**Action item:** A faithful copy of all the data is the goal; omit the pictures.
=====
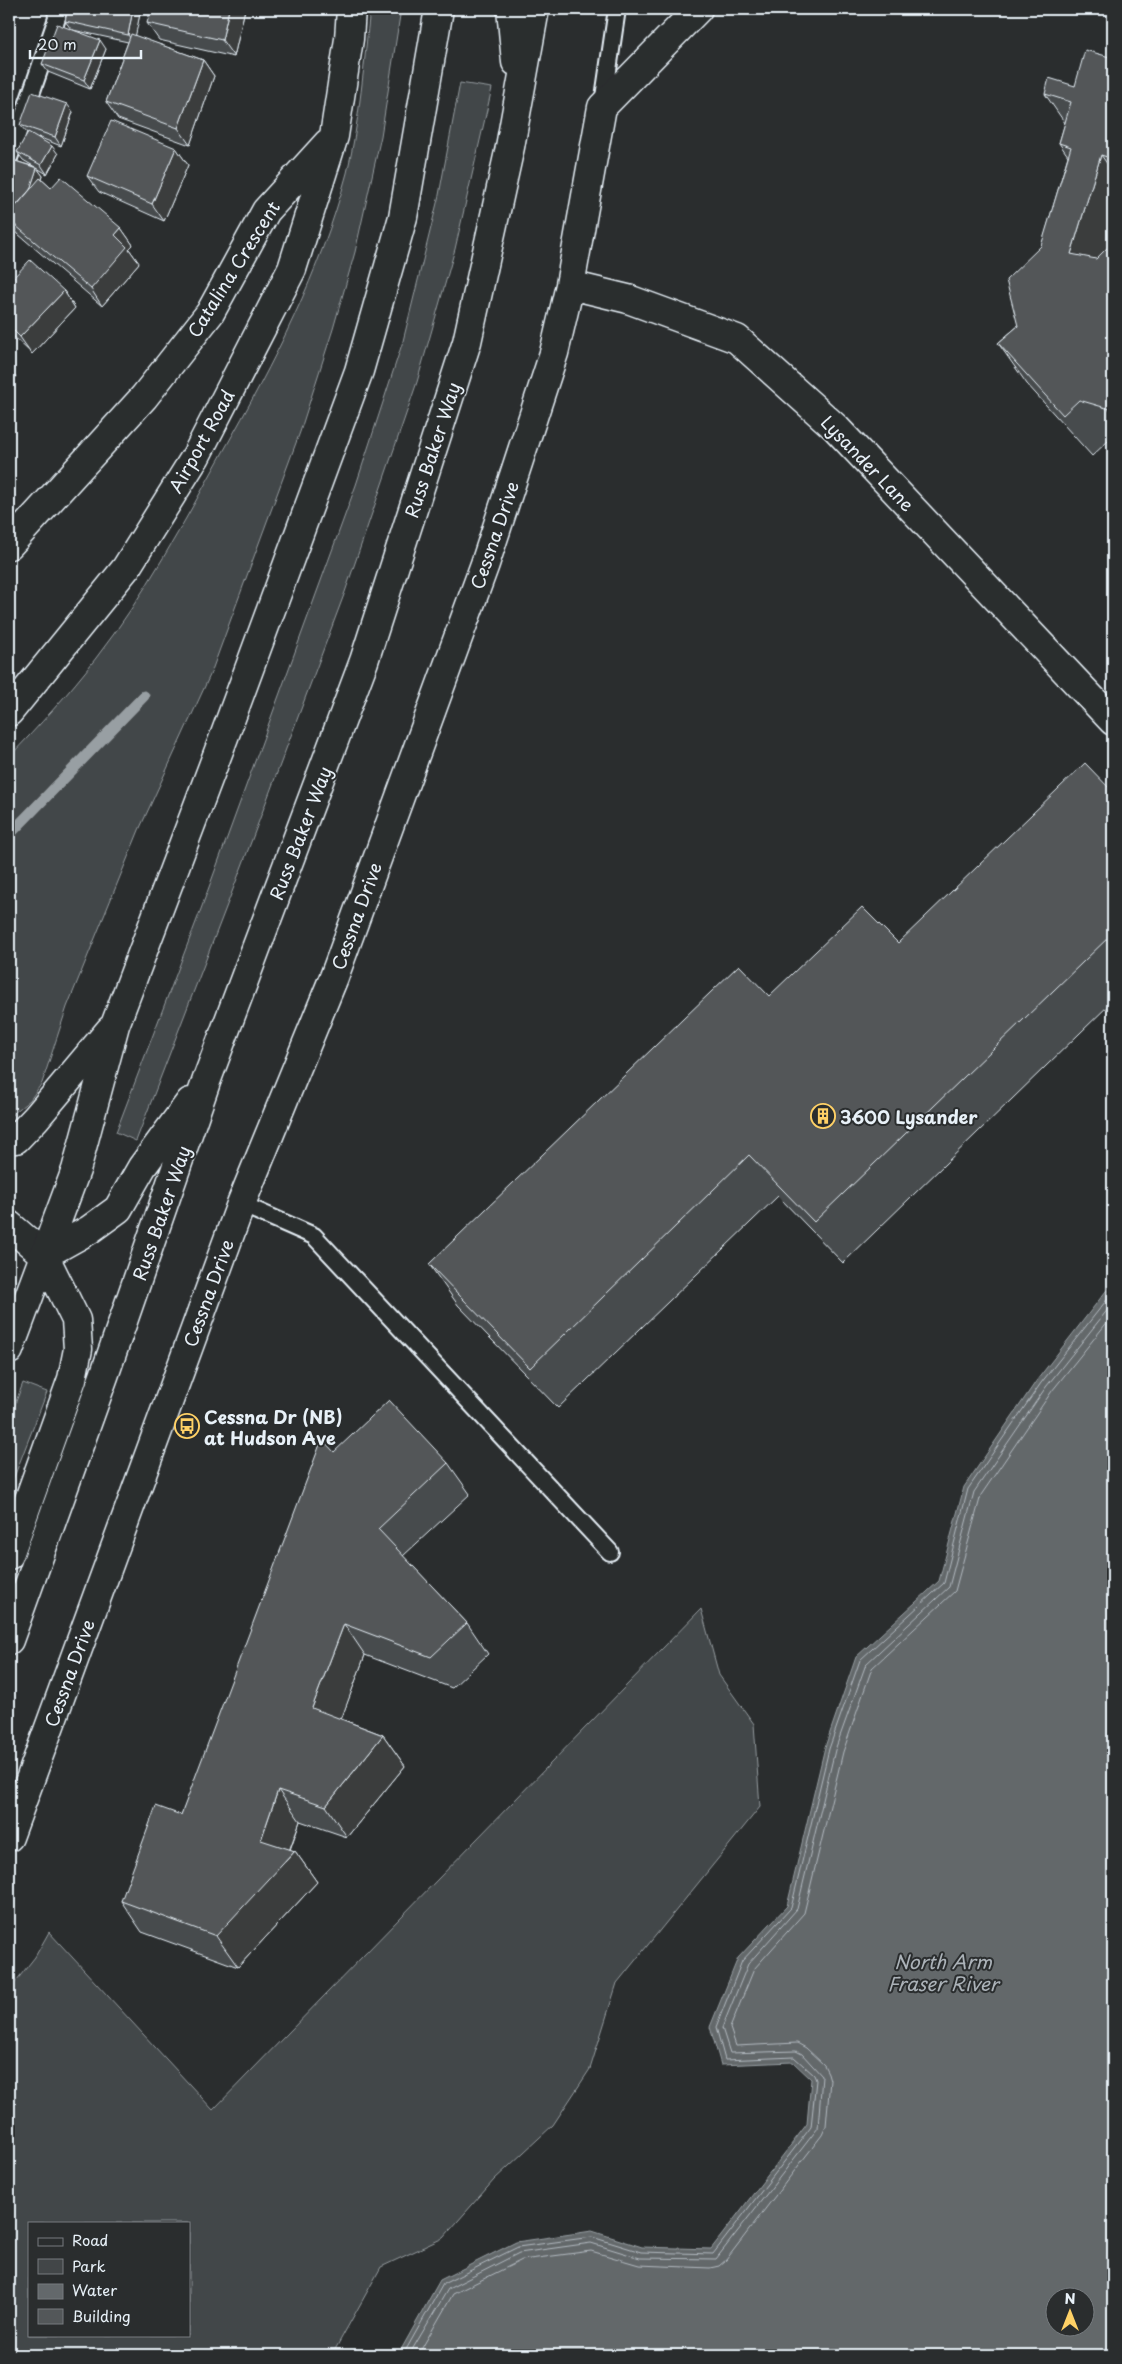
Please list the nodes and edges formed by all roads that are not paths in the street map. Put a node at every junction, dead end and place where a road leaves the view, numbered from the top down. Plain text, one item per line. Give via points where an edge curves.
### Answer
1 (56, 9) edge
2 (351, 9) edge
3 (439, 9) edge
4 (511, 9) edge
5 (535, 9) edge
6 (617, 9) edge
7 (698, 9) edge
8 (519, 96) junction
9 (602, 107) junction
10 (334, 136) junction
11 (9, 158) edge
12 (570, 285) junction
13 (9, 545) edge
14 (9, 712) edge
15 (1113, 721) edge
16 (115, 1025) junction
17 (207, 1079) junction
18 (9, 1140) edge
19 (241, 1204) junction
20 (9, 1225) edge
21 (44, 1255) junction
22 (9, 1350) edge
23 (610, 1552) dead end
24 (9, 1555) edge
25 (9, 1640) edge
26 (9, 1837) edge

1 - 11 lane via 57,18
2 - 10 street
3 - 16 street via 402,216 359,371
4 - 8 street
5 - 8 street, Russ Baker Way
6 - 9 lane
7 - 9 street
8 - 17 street, Russ Baker Way via 467,342 364,661
9 - 12 street, Cessna Drive
10 - 13 street, Catalina Crescent via 266,211 210,313 144,397
10 - 14 street, Airport Road via 292,269 196,456 126,568
12 - 15 street, Lysander Lane via 628,299 736,339 836,428
12 - 19 street, Cessna Drive via 554,354 485,564 334,977
16 - 18 street via 36,1118 16,1139
16 - 21 street via 76,1170
17 - 21 street via 142,1167 118,1208 89,1230
17 - 25 street, Russ Baker Way
19 - 23 lane via 314,1236
19 - 26 street, Cessna Drive
20 - 21 street
21 - 22 street
21 - 24 street via 76,1320 78,1349 72,1379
=====
**Output for this task:**
Please list the nodes and edges formed by all roads that are not paths in the street map. Put a node at every junction, dead end and place where a road leaves the view, numbered from the top down. Plain text, one item per line. Give via points where an edge curves.
### Answer
1 (56, 9) edge
2 (351, 9) edge
3 (439, 9) edge
4 (511, 9) edge
5 (535, 9) edge
6 (617, 9) edge
7 (698, 9) edge
8 (519, 96) junction
9 (602, 107) junction
10 (334, 136) junction
11 (9, 158) edge
12 (570, 285) junction
13 (9, 545) edge
14 (9, 712) edge
15 (1113, 721) edge
16 (115, 1025) junction
17 (207, 1079) junction
18 (9, 1140) edge
19 (241, 1204) junction
20 (9, 1225) edge
21 (44, 1255) junction
22 (9, 1350) edge
23 (610, 1552) dead end
24 (9, 1555) edge
25 (9, 1640) edge
26 (9, 1837) edge

1 - 11 lane via 57,18
2 - 10 street
3 - 16 street via 402,216 359,371
4 - 8 street
5 - 8 street, Russ Baker Way
6 - 9 lane
7 - 9 street
8 - 17 street, Russ Baker Way via 467,342 364,661
9 - 12 street, Cessna Drive
10 - 13 street, Catalina Crescent via 266,211 210,313 144,397
10 - 14 street, Airport Road via 292,269 196,456 126,568
12 - 15 street, Lysander Lane via 628,299 736,339 836,428
12 - 19 street, Cessna Drive via 554,354 485,564 334,977
16 - 18 street via 36,1118 16,1139
16 - 21 street via 76,1170
17 - 21 street via 142,1167 118,1208 89,1230
17 - 25 street, Russ Baker Way
19 - 23 lane via 314,1236
19 - 26 street, Cessna Drive
20 - 21 street
21 - 22 street
21 - 24 street via 76,1320 78,1349 72,1379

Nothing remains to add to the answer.